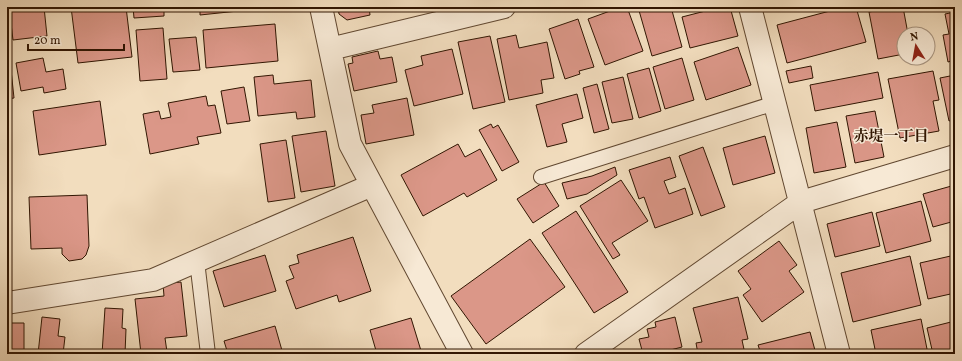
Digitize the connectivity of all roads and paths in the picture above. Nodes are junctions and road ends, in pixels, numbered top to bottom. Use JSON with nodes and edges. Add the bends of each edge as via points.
{"nodes":[{"id":1,"x":321,"y":7,"type":"edge"},
{"id":2,"x":504,"y":7,"type":"edge"},
{"id":3,"x":750,"y":7,"type":"edge"},
{"id":4,"x":330,"y":49,"type":"junction"},
{"id":5,"x":775,"y":103,"type":"junction"},
{"id":6,"x":955,"y":156,"type":"edge"},
{"id":7,"x":541,"y":177,"type":"dead end"},
{"id":8,"x":372,"y":185,"type":"junction"},
{"id":9,"x":801,"y":202,"type":"junction"},
{"id":10,"x":197,"y":261,"type":"junction"},
{"id":11,"x":7,"y":303,"type":"edge"},
{"id":12,"x":208,"y":354,"type":"edge"},
{"id":13,"x":462,"y":354,"type":"edge"},
{"id":14,"x":586,"y":354,"type":"edge"},
{"id":15,"x":840,"y":354,"type":"edge"}],
"edges":[{"from":1,"to":4,"type":"street"},
{"from":2,"to":4,"type":"street"},
{"from":3,"to":5,"type":"street"},
{"from":4,"to":8,"type":"street","via":[[350,144]]},
{"from":5,"to":7,"type":"lane"},
{"from":5,"to":9,"type":"street"},
{"from":6,"to":9,"type":"street"},
{"from":8,"to":10,"type":"street"},
{"from":8,"to":13,"type":"street"},
{"from":9,"to":14,"type":"street"},
{"from":9,"to":15,"type":"street"},
{"from":10,"to":11,"type":"street","via":[[153,280]]},
{"from":10,"to":12,"type":"lane"}]}
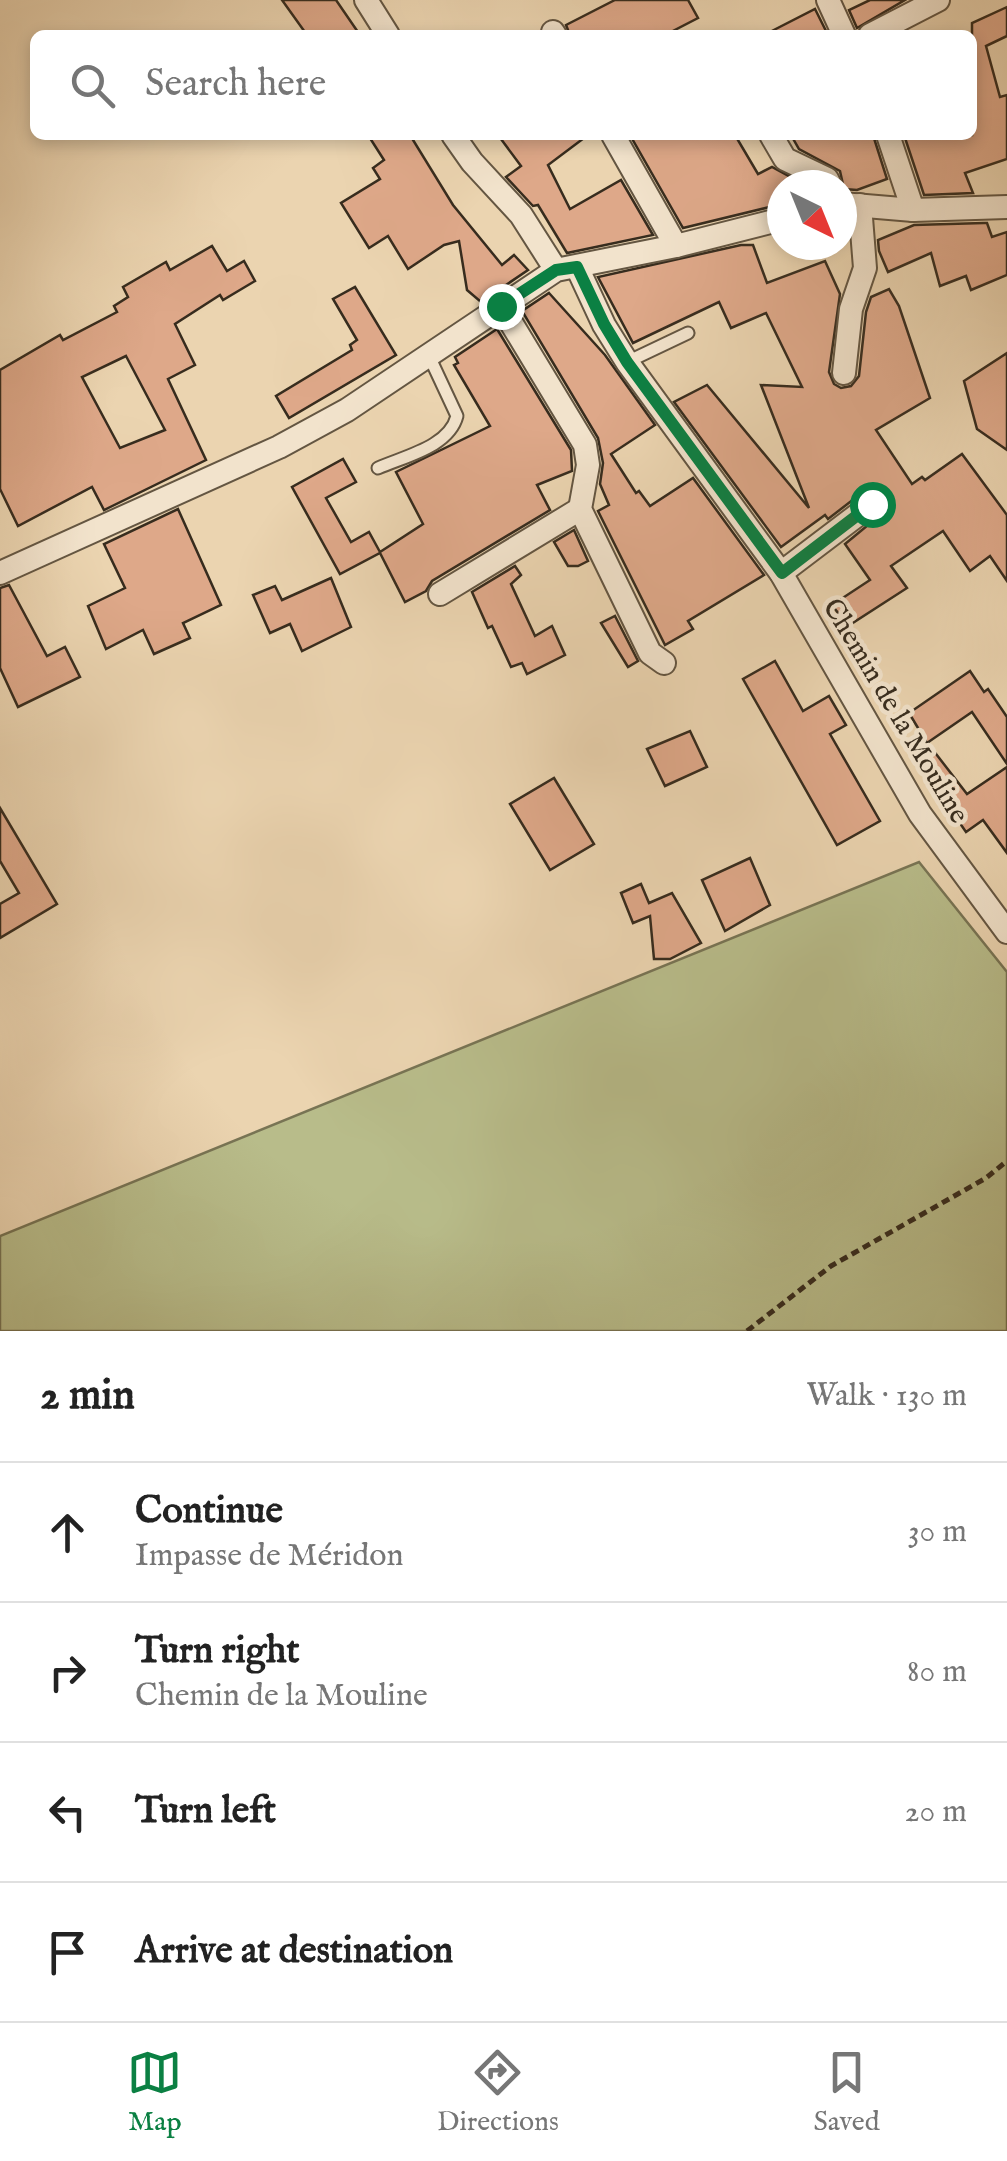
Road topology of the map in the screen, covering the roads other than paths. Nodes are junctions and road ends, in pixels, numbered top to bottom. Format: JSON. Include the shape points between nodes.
{"nodes":[{"id":1,"x":366,"y":0,"type":"edge"},
{"id":2,"x":828,"y":0,"type":"edge"},
{"id":3,"x":938,"y":0,"type":"edge"},
{"id":4,"x":385,"y":30,"type":"edge"},
{"id":5,"x":842,"y":30,"type":"edge"},
{"id":6,"x":880,"y":30,"type":"edge"},
{"id":7,"x":457,"y":140,"type":"edge"},
{"id":8,"x":616,"y":140,"type":"edge"},
{"id":9,"x":775,"y":140,"type":"edge"},
{"id":10,"x":890,"y":140,"type":"edge"},
{"id":11,"x":808,"y":170,"type":"edge"},
{"id":12,"x":857,"y":205,"type":"edge"},
{"id":13,"x":1007,"y":207,"type":"edge"},
{"id":14,"x":913,"y":210,"type":"junction"},
{"id":15,"x":767,"y":223,"type":"edge"},
{"id":16,"x":857,"y":234,"type":"edge"},
{"id":17,"x":676,"y":246,"type":"junction"},
{"id":18,"x":567,"y":269,"type":"junction"},
{"id":19,"x":501,"y":306,"type":"junction"},
{"id":20,"x":688,"y":333,"type":"dead end"},
{"id":21,"x":429,"y":356,"type":"junction"},
{"id":22,"x":627,"y":362,"type":"junction"},
{"id":23,"x":844,"y":373,"type":"dead end"},
{"id":24,"x":378,"y":468,"type":"dead end"},
{"id":25,"x":872,"y":504,"type":"dead end"},
{"id":26,"x":580,"y":509,"type":"junction"},
{"id":27,"x":0,"y":573,"type":"edge"},
{"id":28,"x":782,"y":573,"type":"junction"},
{"id":29,"x":440,"y":594,"type":"dead end"},
{"id":30,"x":664,"y":664,"type":"dead end"},
{"id":31,"x":1007,"y":932,"type":"edge"}],
"edges":[{"from":1,"to":4,"type":"street"},
{"from":2,"to":5,"type":"street"},
{"from":3,"to":6,"type":"street"},
{"from":7,"to":18,"type":"street","name":"Chemin de la Mouline"},
{"from":8,"to":17,"type":"street"},
{"from":9,"to":11,"type":"street","via":[[786,159]]},
{"from":10,"to":14,"type":"street"},
{"from":12,"to":14,"type":"street"},
{"from":13,"to":14,"type":"street"},
{"from":15,"to":17,"type":"street"},
{"from":16,"to":23,"type":"street","via":[[864,268],[851,309]]},
{"from":17,"to":18,"type":"street"},
{"from":18,"to":19,"type":"street"},
{"from":18,"to":22,"type":"street","name":"Chemin de la Mouline"},
{"from":19,"to":21,"type":"street"},
{"from":19,"to":26,"type":"street","via":[[585,445]]},
{"from":20,"to":22,"type":"lane"},
{"from":21,"to":24,"type":"lane","via":[[458,416],[454,430]]},
{"from":21,"to":27,"type":"street","via":[[280,447]]},
{"from":22,"to":28,"type":"street","name":"Chemin de la Mouline"},
{"from":25,"to":28,"type":"street"},
{"from":26,"to":29,"type":"street"},
{"from":26,"to":30,"type":"street","via":[[650,653]]},
{"from":28,"to":31,"type":"street","name":"Chemin de la Mouline","via":[[920,814]]}]}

### Your instructions
Drop every image, please, and write out the data above exactly as shown.

### Answer area
Digitize the connectivity of all roads and paths in the picture above. Nodes are junctions and road ends, in pixels, numbered top to bottom. Use JSON with nodes and edges. Add the bends of each edge as via points.
{"nodes":[{"id":1,"x":321,"y":7,"type":"edge"},
{"id":2,"x":504,"y":7,"type":"edge"},
{"id":3,"x":750,"y":7,"type":"edge"},
{"id":4,"x":330,"y":49,"type":"junction"},
{"id":5,"x":775,"y":103,"type":"junction"},
{"id":6,"x":955,"y":156,"type":"edge"},
{"id":7,"x":541,"y":177,"type":"dead end"},
{"id":8,"x":372,"y":185,"type":"junction"},
{"id":9,"x":801,"y":202,"type":"junction"},
{"id":10,"x":197,"y":261,"type":"junction"},
{"id":11,"x":7,"y":303,"type":"edge"},
{"id":12,"x":208,"y":354,"type":"edge"},
{"id":13,"x":462,"y":354,"type":"edge"},
{"id":14,"x":586,"y":354,"type":"edge"},
{"id":15,"x":840,"y":354,"type":"edge"}],
"edges":[{"from":1,"to":4,"type":"street"},
{"from":2,"to":4,"type":"street"},
{"from":3,"to":5,"type":"street"},
{"from":4,"to":8,"type":"street","via":[[350,144]]},
{"from":5,"to":7,"type":"lane"},
{"from":5,"to":9,"type":"street"},
{"from":6,"to":9,"type":"street"},
{"from":8,"to":10,"type":"street"},
{"from":8,"to":13,"type":"street"},
{"from":9,"to":14,"type":"street"},
{"from":9,"to":15,"type":"street"},
{"from":10,"to":11,"type":"street","via":[[153,280]]},
{"from":10,"to":12,"type":"lane"}]}
Road topology of the map in the screen, covering the roads other than paths. Nodes are junctions and road ends, in pixels, numbered top to bottom. Format: JSON. Include the shape points between nodes.
{"nodes":[{"id":1,"x":366,"y":0,"type":"edge"},
{"id":2,"x":828,"y":0,"type":"edge"},
{"id":3,"x":938,"y":0,"type":"edge"},
{"id":4,"x":385,"y":30,"type":"edge"},
{"id":5,"x":842,"y":30,"type":"edge"},
{"id":6,"x":880,"y":30,"type":"edge"},
{"id":7,"x":457,"y":140,"type":"edge"},
{"id":8,"x":616,"y":140,"type":"edge"},
{"id":9,"x":775,"y":140,"type":"edge"},
{"id":10,"x":890,"y":140,"type":"edge"},
{"id":11,"x":808,"y":170,"type":"edge"},
{"id":12,"x":857,"y":205,"type":"edge"},
{"id":13,"x":1007,"y":207,"type":"edge"},
{"id":14,"x":913,"y":210,"type":"junction"},
{"id":15,"x":767,"y":223,"type":"edge"},
{"id":16,"x":857,"y":234,"type":"edge"},
{"id":17,"x":676,"y":246,"type":"junction"},
{"id":18,"x":567,"y":269,"type":"junction"},
{"id":19,"x":501,"y":306,"type":"junction"},
{"id":20,"x":688,"y":333,"type":"dead end"},
{"id":21,"x":429,"y":356,"type":"junction"},
{"id":22,"x":627,"y":362,"type":"junction"},
{"id":23,"x":844,"y":373,"type":"dead end"},
{"id":24,"x":378,"y":468,"type":"dead end"},
{"id":25,"x":872,"y":504,"type":"dead end"},
{"id":26,"x":580,"y":509,"type":"junction"},
{"id":27,"x":0,"y":573,"type":"edge"},
{"id":28,"x":782,"y":573,"type":"junction"},
{"id":29,"x":440,"y":594,"type":"dead end"},
{"id":30,"x":664,"y":664,"type":"dead end"},
{"id":31,"x":1007,"y":932,"type":"edge"}],
"edges":[{"from":1,"to":4,"type":"street"},
{"from":2,"to":5,"type":"street"},
{"from":3,"to":6,"type":"street"},
{"from":7,"to":18,"type":"street","name":"Chemin de la Mouline"},
{"from":8,"to":17,"type":"street"},
{"from":9,"to":11,"type":"street","via":[[786,159]]},
{"from":10,"to":14,"type":"street"},
{"from":12,"to":14,"type":"street"},
{"from":13,"to":14,"type":"street"},
{"from":15,"to":17,"type":"street"},
{"from":16,"to":23,"type":"street","via":[[864,268],[851,309]]},
{"from":17,"to":18,"type":"street"},
{"from":18,"to":19,"type":"street"},
{"from":18,"to":22,"type":"street","name":"Chemin de la Mouline"},
{"from":19,"to":21,"type":"street"},
{"from":19,"to":26,"type":"street","via":[[585,445]]},
{"from":20,"to":22,"type":"lane"},
{"from":21,"to":24,"type":"lane","via":[[458,416],[454,430]]},
{"from":21,"to":27,"type":"street","via":[[280,447]]},
{"from":22,"to":28,"type":"street","name":"Chemin de la Mouline"},
{"from":25,"to":28,"type":"street"},
{"from":26,"to":29,"type":"street"},
{"from":26,"to":30,"type":"street","via":[[650,653]]},
{"from":28,"to":31,"type":"street","name":"Chemin de la Mouline","via":[[920,814]]}]}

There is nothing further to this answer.